1. The utility model provides a little ox advancing device of pulse electricity excitation which characterized in that: the microwave discharge chamber comprises a discharge chamber (1), an inner sleeve (2), an outer sleeve (3), a microwave input unit (4) and a plurality of gas supply units (5), wherein the discharge chamber (1) comprises a discharge chamber main body (11), a base (12) fixedly connected to one end of the discharge chamber main body (11) and a grid accelerating unit (13) fixedly connected to the other end of the discharge chamber main body (11), the discharge chamber main body (11) is of a cylindrical structure, a through hole, a first annular channel and a second annular channel are coaxially formed in the base (12), the inner sleeve (2) is inserted in the first annular channel and fixedly connected with the base (12), the outer sleeve (3) is inserted in the second annular channel and fixedly connected with the base (12), a coil (6) is wound on the outer wall of the outer part of the discharge chamber (1) on each sleeve, and the microwave input unit (4) is inserted in the through hole and fixedly connected with the base (12), and the one end that lies in discharge chamber (1) on microwave input unit (4) is coaxial to be set firmly annular microwave antenna (41), still set up a plurality of air feed holes (12-1) that quantity and a plurality of air feed unit (5) are the same on base (12), and a plurality of air feed unit (5) correspond through a plurality of air feed holes (12-1) intercommunication with discharge chamber (1), grid acceleration unit (13) are including screen bars (13-1) and acceleration grid (13-2), wherein screen bars (13-1) are close to microwave input unit (4) and set up, and screen bars (13-1) electric potential is positive potential, and acceleration grid (13-2) electric potential is negative potential.

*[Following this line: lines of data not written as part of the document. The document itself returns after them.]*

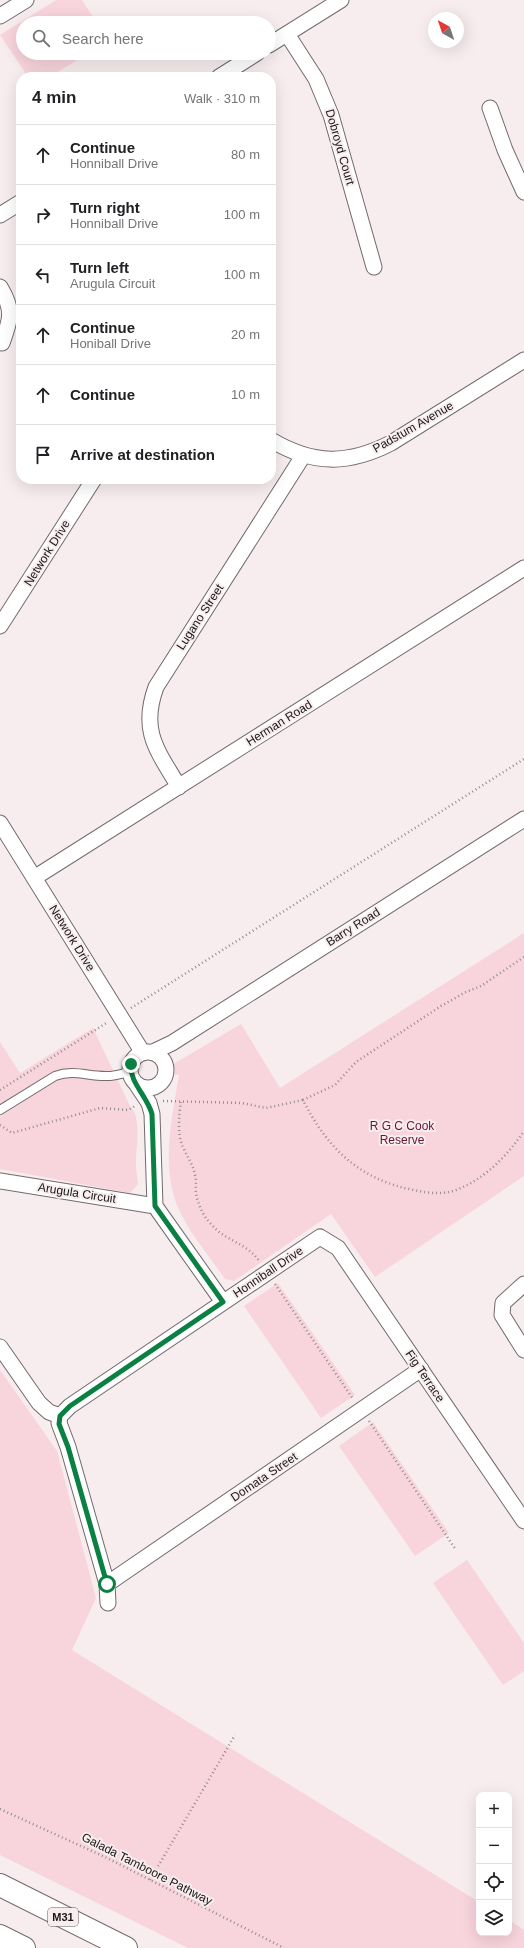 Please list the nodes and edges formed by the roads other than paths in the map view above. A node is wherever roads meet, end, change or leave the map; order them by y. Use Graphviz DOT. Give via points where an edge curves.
graph roads {
  1 [pos="26,0"];
  2 [pos="341,0"];
  3 [pos="0,16"];
  4 [pos="287,34"];
  5 [pos="276,41"];
  6 [pos="246,60"];
  7 [pos="227,72"];
  8 [pos="490,108"];
  9 [pos="524,192"];
  10 [pos="16,205"];
  11 [pos="0,215"];
  12 [pos="374,267"];
  13 [pos="0,287"];
  14 [pos="2,343"];
  15 [pos="524,360"];
  16 [pos="276,442"];
  17 [pos="303,456"];
  18 [pos="91,484"];
  19 [pos="524,568"];
  20 [pos="0,626"];
  21 [pos="179,787"];
  22 [pos="524,819"];
  23 [pos="0,823"];
  24 [pos="34,878"];
  25 [pos="184,1035"];
  26 [pos="148,1053"];
  27 [pos="166,1065"];
  28 [pos="130,1072"];
  29 [pos="164,1080"];
  30 [pos="137,1085"];
  31 [pos="152,1105"];
  32 [pos="0,1110"];
  33 [pos="0,1181"];
  34 [pos="155,1206"];
  35 [pos="320,1237"];
  36 [pos="524,1284"];
  37 [pos="223,1302"];
  38 [pos="0,1347"];
  39 [pos="524,1350"];
  40 [pos="421,1369"];
  41 [pos="60,1416"];
  42 [pos="524,1521"];
  43 [pos="107,1584"];
  44 [pos="108,1603"];
  45 [pos="0,1885"];
  46 [pos="0,1936"];
  47 [pos="24,1948"];
  48 [pos="126,1948"];
  1 -- 3 [label="street"];
  2 -- 4 [label="street"];
  4 -- 5 [label="street"];
  4 -- 12 [label="street, Dobroyd Court" via="327,101"];
  6 -- 7 [label="street"];
  8 -- 9 [label="street"];
  10 -- 11 [label="street"];
  13 -- 14 [label="street" via="10,307 11,318"];
  15 -- 17 [label="street, Padstum Avenue" via="374,452 324,460"];
  16 -- 17 [label="street, Padstum Avenue"];
  17 -- 21 [label="street, Lugano Street" via="156,687 150,702 148,718 156,748"];
  18 -- 20 [label="street, Network Drive"];
  19 -- 21 [label="street, Herman Road"];
  21 -- 24 [label="street, Herman Road"];
  22 -- 25 [label="street, Barry Road"];
  23 -- 24 [label="street, Network Drive"];
  24 -- 26 [label="street, Network Drive" via="120,1015"];
  25 -- 26 [label="street, Barry Road"];
  25 -- 27 [label="street, Barry Road"];
  26 -- 27 [label="street" via="163,1058"];
  26 -- 28 [label="street" via="135,1058"];
  27 -- 29 [label="street"];
  28 -- 30 [label="street"];
  28 -- 32 [label="lane" via="109,1076 82,1072 64,1073"];
  29 -- 30 [label="street" via="152,1089"];
  29 -- 31 [label="street"];
  30 -- 31 [label="street"];
  31 -- 34 [label="street"];
  33 -- 34 [label="street, Arugula Circuit"];
  34 -- 37 [label="street"];
  35 -- 37 [label="street, Honniball Drive"];
  35 -- 40 [label="street, Fig Terrace" via="338,1248"];
  36 -- 39 [label="street" via="503,1303 502,1315"];
  37 -- 41 [label="street, Honniball Drive" via="70,1406"];
  38 -- 41 [label="street" via="39,1403 49,1412"];
  40 -- 42 [label="street, Fig Terrace"];
  40 -- 43 [label="street, Domata Street"];
  41 -- 43 [label="street" via="59,1424 68,1447"];
  43 -- 44 [label="street"];
  45 -- 48 [label="highway, M31"];
  46 -- 47 [label="highway"];
} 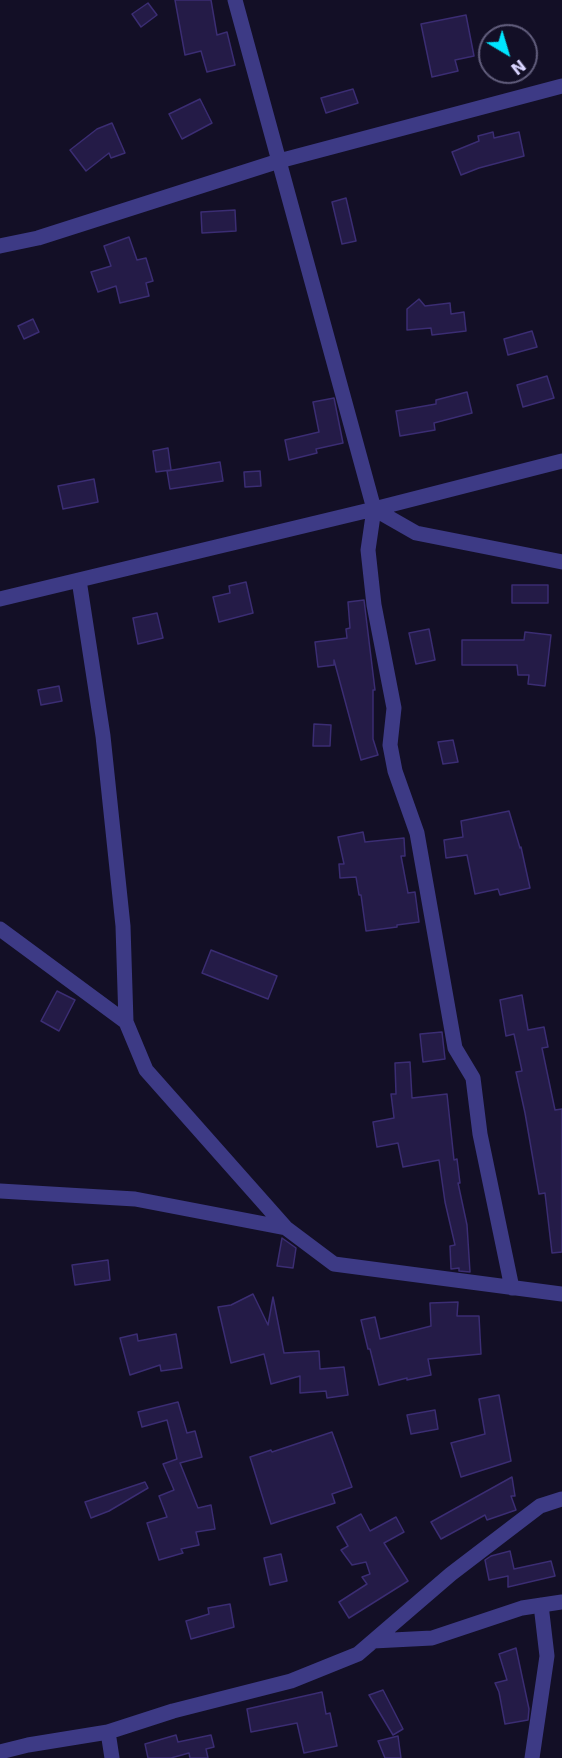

2. A pulsed electrically excited micro-cow propulsion device according to claim 1, wherein: the diameter of a plurality of second lead-out holes (13-21) formed in the accelerating grid (13-2) is smaller than that of a plurality of first lead-out holes (13-11) formed in the screen grid (13-1).

3. A pulsed electrically excited micro-cow propulsion device according to any one of claims 1 or 2, wherein: the current of the winding coil (6) on the inner sleeve (2) is less than that of the winding coil (6) on the outer sleeve (3), and the current directions of the two groups of coils (6) are opposite.

4. A pulsed electrically excited micro-cow propulsion device according to claim 3, wherein: the air supply holes (12-1) are all arranged on the outer side of the outer sleeve (3).

5. A pulsed electrically excited micro-cow propulsion device according to claim 4, wherein: the number of the air supply holes (12-1) is 20, and the air supply holes are uniformly distributed on the base (12).

6. A pulsed electrically excited micro-cow propulsion device according to any one of claims 1, 2, 4 or 5, wherein: the discharge chamber main body (11) is a stainless steel cylinder body, the length of the discharge chamber main body is less than or equal to 20mm, the base (12) is a steel base, and the inner sleeve (2) and the outer sleeve (3) are made of DT4C type soft iron materials.